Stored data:
....
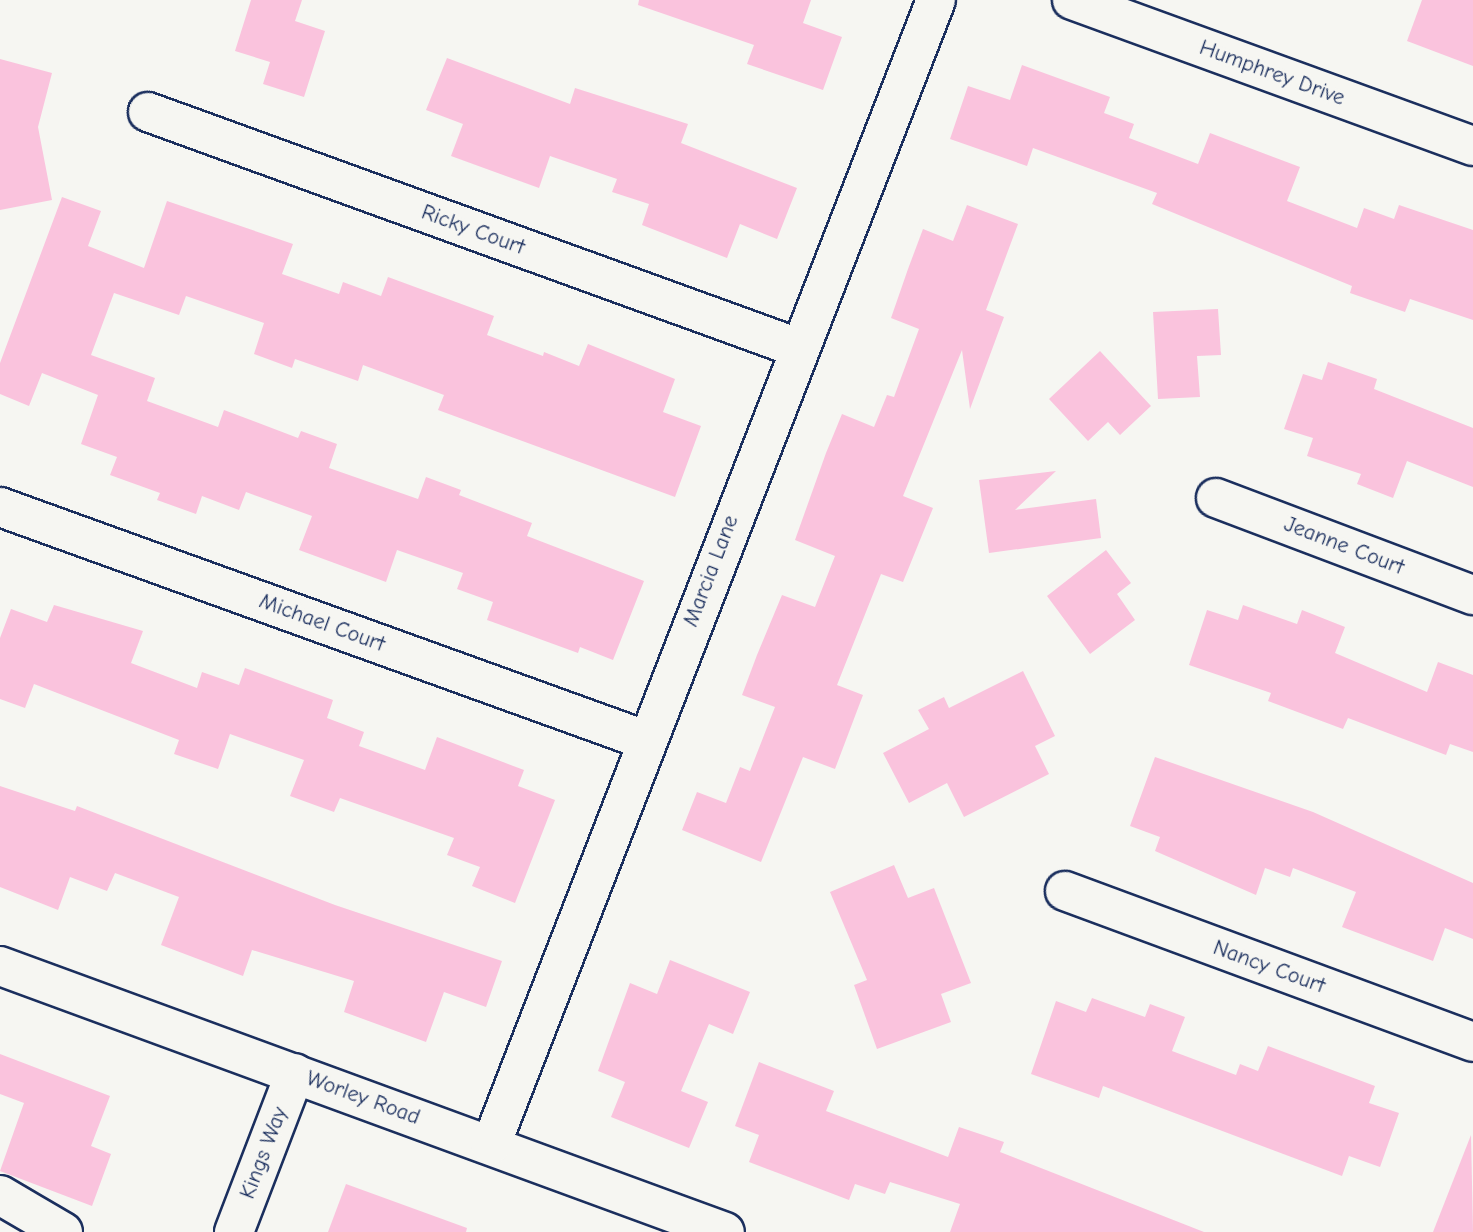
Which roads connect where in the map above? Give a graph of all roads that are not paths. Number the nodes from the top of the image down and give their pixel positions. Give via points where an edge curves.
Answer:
1 (936, 0) edge
2 (1072, 0) edge
3 (148, 112) dead end
4 (1473, 146) edge
5 (798, 348) junction
6 (1216, 498) dead end
7 (0, 507) edge
8 (1473, 595) edge
9 (645, 740) junction
10 (1065, 891) dead end
11 (0, 966) edge
12 (1473, 1042) edge
13 (295, 1073) junction
14 (491, 1145) junction
15 (0, 1195) edge
16 (63, 1232) edge
17 (234, 1232) edge
18 (725, 1232) edge

1 - 5 street, Marcia Lane
2 - 4 street, Humphrey Drive
3 - 5 street, Ricky Court
5 - 9 street, Marcia Lane
6 - 8 street, Jeanne Court
7 - 9 street, Michael Court
9 - 14 street, Marcia Lane
10 - 12 street, Nancy Court
11 - 13 street, Worley Road
13 - 14 street, Worley Road
13 - 17 street, Kings Way
14 - 18 street, Worley Road
15 - 16 street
....
# [DIRECTIONS]
Please repeat each record above precisely, with the pictures left out.

# [SOLUTION TO THE PROBLEM]
Which roads connect where in the map above? Give a graph of all roads that are not paths. Number the nodes from the top of the image down and give their pixel positions. Give via points where an edge curves.
Answer:
1 (936, 0) edge
2 (1072, 0) edge
3 (148, 112) dead end
4 (1473, 146) edge
5 (798, 348) junction
6 (1216, 498) dead end
7 (0, 507) edge
8 (1473, 595) edge
9 (645, 740) junction
10 (1065, 891) dead end
11 (0, 966) edge
12 (1473, 1042) edge
13 (295, 1073) junction
14 (491, 1145) junction
15 (0, 1195) edge
16 (63, 1232) edge
17 (234, 1232) edge
18 (725, 1232) edge

1 - 5 street, Marcia Lane
2 - 4 street, Humphrey Drive
3 - 5 street, Ricky Court
5 - 9 street, Marcia Lane
6 - 8 street, Jeanne Court
7 - 9 street, Michael Court
9 - 14 street, Marcia Lane
10 - 12 street, Nancy Court
11 - 13 street, Worley Road
13 - 14 street, Worley Road
13 - 17 street, Kings Way
14 - 18 street, Worley Road
15 - 16 street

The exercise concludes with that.